(Data records)
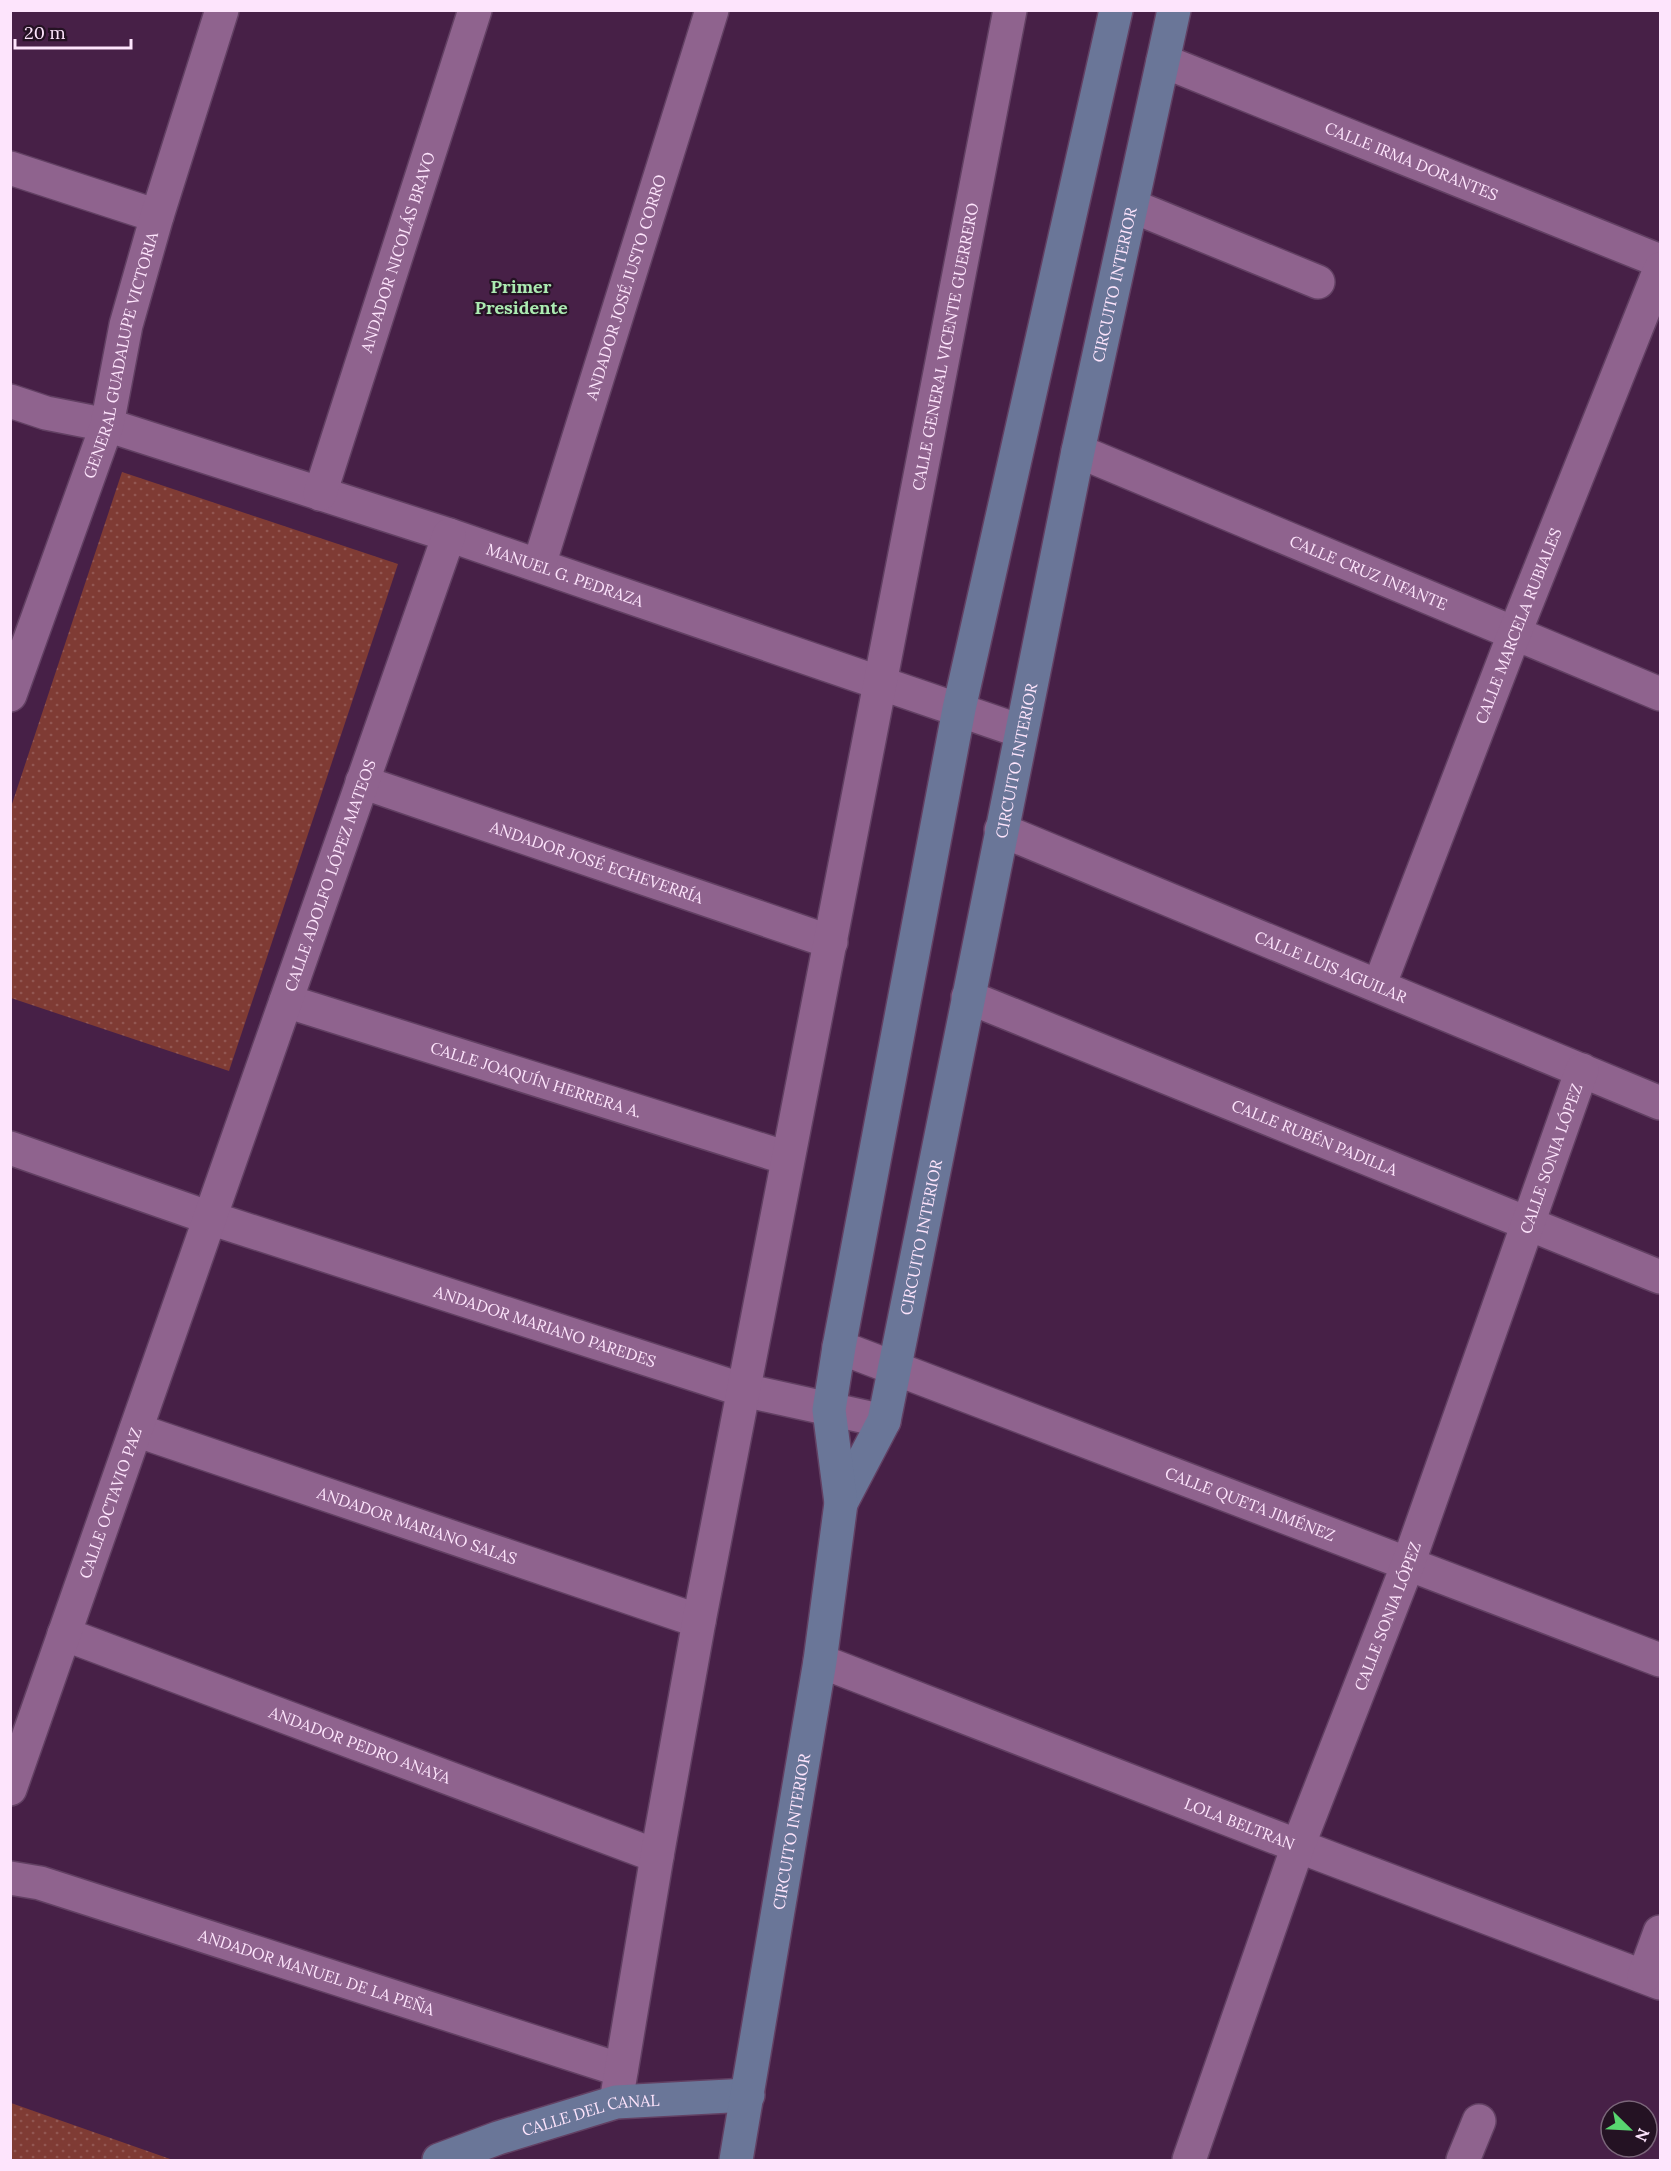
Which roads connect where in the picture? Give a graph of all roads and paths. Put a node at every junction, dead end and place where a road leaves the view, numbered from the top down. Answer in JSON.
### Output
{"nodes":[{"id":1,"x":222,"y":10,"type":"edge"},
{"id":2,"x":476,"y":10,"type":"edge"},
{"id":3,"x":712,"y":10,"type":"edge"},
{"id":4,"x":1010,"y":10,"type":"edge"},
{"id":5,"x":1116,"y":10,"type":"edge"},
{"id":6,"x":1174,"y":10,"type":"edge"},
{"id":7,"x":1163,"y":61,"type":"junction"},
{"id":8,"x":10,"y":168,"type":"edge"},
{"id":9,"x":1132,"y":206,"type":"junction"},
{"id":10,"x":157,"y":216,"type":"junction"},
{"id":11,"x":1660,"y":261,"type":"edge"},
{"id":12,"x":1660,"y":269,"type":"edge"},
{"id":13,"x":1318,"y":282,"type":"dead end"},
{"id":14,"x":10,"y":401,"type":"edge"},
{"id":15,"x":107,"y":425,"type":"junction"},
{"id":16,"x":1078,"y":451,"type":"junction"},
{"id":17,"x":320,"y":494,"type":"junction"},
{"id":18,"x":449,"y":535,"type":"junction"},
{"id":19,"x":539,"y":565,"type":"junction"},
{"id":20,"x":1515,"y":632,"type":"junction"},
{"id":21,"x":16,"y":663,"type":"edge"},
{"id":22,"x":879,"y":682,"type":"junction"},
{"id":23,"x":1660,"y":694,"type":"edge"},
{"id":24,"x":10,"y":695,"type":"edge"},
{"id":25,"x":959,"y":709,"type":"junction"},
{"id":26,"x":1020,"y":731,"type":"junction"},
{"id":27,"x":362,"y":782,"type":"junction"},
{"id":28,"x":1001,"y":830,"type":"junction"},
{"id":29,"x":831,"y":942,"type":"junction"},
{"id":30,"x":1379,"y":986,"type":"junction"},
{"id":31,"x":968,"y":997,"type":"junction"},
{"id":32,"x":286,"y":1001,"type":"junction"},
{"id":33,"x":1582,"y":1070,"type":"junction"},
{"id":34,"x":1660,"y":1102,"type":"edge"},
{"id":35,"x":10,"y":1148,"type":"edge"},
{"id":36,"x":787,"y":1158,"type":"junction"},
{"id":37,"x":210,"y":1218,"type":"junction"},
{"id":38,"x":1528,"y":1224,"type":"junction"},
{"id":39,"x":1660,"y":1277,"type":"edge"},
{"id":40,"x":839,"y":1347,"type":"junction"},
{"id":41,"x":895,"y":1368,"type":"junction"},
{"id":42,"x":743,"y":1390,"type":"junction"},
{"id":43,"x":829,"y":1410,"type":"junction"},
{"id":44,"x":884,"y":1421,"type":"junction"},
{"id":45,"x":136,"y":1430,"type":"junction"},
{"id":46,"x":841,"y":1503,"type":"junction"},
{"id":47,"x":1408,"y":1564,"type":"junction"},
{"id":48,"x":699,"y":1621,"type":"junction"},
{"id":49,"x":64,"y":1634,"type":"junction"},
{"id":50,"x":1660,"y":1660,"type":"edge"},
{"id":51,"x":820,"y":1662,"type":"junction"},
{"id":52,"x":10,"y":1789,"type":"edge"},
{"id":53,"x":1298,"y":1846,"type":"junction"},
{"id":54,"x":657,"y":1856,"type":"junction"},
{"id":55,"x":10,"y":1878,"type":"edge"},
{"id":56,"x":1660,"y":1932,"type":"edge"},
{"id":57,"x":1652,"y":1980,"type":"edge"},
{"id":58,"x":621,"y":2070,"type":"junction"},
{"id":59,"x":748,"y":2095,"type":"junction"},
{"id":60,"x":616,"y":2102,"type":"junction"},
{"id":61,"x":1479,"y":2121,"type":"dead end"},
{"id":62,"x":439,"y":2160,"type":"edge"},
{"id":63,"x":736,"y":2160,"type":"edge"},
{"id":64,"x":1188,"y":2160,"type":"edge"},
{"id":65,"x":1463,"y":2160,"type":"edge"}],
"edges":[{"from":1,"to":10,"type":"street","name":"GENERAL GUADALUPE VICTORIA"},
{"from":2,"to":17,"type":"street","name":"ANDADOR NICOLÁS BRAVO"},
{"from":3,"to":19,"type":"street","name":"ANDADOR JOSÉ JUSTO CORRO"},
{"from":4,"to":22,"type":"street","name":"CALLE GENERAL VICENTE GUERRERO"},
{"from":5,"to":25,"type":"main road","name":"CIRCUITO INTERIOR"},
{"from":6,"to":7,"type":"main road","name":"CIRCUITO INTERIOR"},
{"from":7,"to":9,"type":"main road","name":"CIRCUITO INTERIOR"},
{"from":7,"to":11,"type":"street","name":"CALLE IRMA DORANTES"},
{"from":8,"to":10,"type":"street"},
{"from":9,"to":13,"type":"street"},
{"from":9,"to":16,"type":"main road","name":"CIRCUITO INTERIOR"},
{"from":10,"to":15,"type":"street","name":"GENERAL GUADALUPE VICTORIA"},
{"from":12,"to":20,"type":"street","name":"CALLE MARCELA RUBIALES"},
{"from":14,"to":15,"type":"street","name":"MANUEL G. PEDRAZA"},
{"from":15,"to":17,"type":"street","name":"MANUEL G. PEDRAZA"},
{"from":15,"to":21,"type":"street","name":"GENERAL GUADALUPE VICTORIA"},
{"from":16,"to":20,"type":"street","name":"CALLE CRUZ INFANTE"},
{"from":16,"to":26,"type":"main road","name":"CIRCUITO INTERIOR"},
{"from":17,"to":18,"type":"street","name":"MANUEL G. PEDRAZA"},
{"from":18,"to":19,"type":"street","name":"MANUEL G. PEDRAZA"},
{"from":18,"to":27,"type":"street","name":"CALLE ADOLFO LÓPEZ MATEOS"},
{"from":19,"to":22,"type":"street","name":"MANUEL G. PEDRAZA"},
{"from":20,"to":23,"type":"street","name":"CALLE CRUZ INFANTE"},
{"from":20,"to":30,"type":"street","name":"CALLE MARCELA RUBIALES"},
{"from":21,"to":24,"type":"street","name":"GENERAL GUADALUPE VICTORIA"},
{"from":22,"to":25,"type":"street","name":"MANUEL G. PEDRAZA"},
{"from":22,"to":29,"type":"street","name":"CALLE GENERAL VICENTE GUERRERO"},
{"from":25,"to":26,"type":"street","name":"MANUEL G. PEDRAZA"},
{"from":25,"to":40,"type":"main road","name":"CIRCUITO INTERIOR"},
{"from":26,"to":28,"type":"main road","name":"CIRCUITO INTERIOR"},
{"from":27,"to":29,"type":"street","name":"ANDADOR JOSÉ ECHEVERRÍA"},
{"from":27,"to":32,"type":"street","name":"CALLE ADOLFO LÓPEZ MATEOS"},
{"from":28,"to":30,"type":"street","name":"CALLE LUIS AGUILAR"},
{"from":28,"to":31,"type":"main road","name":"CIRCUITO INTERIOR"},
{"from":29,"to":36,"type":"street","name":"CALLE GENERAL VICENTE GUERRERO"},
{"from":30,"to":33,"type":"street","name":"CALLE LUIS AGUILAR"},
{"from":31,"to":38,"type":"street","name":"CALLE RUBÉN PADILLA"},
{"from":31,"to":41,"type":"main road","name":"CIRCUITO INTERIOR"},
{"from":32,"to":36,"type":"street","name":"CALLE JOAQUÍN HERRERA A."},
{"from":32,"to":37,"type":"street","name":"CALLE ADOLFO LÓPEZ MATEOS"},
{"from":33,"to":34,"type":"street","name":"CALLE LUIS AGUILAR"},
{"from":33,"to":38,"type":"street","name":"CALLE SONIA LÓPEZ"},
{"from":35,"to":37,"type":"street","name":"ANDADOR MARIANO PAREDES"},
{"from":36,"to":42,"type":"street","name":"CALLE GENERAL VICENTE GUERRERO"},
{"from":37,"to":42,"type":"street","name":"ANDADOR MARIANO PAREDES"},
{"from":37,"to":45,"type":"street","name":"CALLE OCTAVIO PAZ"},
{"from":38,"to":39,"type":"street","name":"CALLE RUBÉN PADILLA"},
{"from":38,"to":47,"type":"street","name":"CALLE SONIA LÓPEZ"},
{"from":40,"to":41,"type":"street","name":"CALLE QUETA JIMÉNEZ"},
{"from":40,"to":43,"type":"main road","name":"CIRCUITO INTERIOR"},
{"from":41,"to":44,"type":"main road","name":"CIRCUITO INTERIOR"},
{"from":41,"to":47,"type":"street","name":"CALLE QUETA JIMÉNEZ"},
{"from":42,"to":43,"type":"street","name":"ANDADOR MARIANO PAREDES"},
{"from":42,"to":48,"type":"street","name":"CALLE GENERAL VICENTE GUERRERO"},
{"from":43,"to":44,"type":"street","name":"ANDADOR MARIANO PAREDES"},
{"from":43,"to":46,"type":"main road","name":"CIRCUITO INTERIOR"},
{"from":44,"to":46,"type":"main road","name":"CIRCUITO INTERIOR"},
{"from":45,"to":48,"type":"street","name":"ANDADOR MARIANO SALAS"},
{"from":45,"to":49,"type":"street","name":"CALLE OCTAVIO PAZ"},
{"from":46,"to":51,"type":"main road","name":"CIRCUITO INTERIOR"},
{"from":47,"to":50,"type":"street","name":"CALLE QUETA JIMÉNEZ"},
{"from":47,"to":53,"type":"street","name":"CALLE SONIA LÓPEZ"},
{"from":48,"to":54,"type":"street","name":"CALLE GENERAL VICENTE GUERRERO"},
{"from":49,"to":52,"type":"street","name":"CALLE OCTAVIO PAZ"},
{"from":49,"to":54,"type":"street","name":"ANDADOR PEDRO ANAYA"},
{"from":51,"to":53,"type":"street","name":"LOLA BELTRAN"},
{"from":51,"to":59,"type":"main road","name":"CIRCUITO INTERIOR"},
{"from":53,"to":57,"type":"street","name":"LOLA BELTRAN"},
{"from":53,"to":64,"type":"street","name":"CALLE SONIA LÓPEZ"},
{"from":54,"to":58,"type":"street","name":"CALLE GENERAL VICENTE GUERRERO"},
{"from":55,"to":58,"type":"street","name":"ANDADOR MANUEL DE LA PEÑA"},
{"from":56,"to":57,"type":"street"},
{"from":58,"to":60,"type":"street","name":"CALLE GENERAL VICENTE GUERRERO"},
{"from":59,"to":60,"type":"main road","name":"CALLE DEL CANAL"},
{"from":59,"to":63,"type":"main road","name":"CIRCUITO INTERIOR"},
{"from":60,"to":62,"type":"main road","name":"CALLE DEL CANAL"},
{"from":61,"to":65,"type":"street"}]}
---
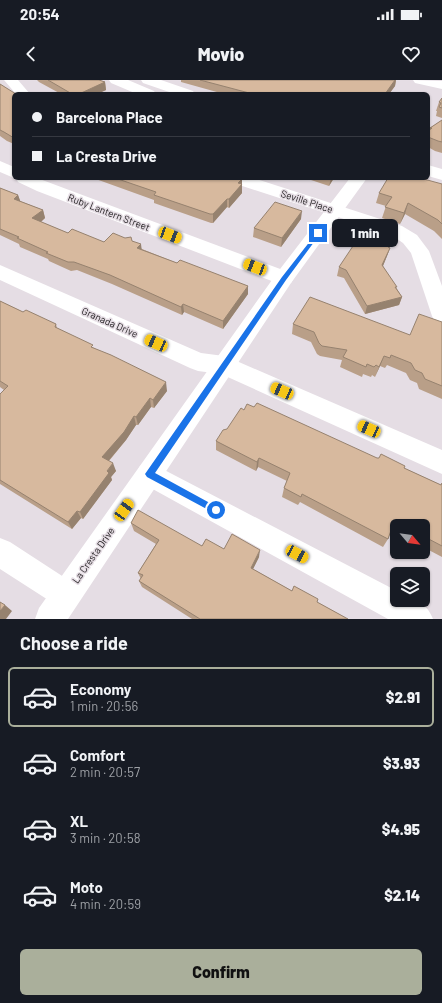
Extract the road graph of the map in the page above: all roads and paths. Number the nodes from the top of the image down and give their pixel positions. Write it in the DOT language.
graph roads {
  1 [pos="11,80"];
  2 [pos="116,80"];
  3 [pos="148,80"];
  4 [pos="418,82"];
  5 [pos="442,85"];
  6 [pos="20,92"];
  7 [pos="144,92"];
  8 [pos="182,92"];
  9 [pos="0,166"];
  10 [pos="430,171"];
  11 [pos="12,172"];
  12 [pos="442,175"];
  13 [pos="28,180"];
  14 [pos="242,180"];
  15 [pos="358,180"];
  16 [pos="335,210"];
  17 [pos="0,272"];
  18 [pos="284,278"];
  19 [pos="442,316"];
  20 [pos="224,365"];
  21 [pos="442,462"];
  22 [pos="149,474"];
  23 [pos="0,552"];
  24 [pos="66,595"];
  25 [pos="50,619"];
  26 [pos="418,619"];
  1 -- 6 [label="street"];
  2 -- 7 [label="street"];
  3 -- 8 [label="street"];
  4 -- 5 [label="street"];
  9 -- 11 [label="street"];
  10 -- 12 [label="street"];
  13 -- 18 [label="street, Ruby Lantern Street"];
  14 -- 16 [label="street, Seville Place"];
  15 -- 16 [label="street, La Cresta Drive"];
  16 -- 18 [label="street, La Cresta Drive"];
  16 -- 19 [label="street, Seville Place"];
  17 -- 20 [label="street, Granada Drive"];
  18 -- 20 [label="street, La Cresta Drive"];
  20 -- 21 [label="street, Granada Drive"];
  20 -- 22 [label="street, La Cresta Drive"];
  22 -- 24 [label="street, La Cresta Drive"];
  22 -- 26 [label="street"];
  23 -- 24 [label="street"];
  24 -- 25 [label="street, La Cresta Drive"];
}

● **WHAT IS EXPECTED**
Tell how many lines of the data above contain the word "GUERRERO", giving the number by itself.

● **OUTPUT FOR THIS TASK**
8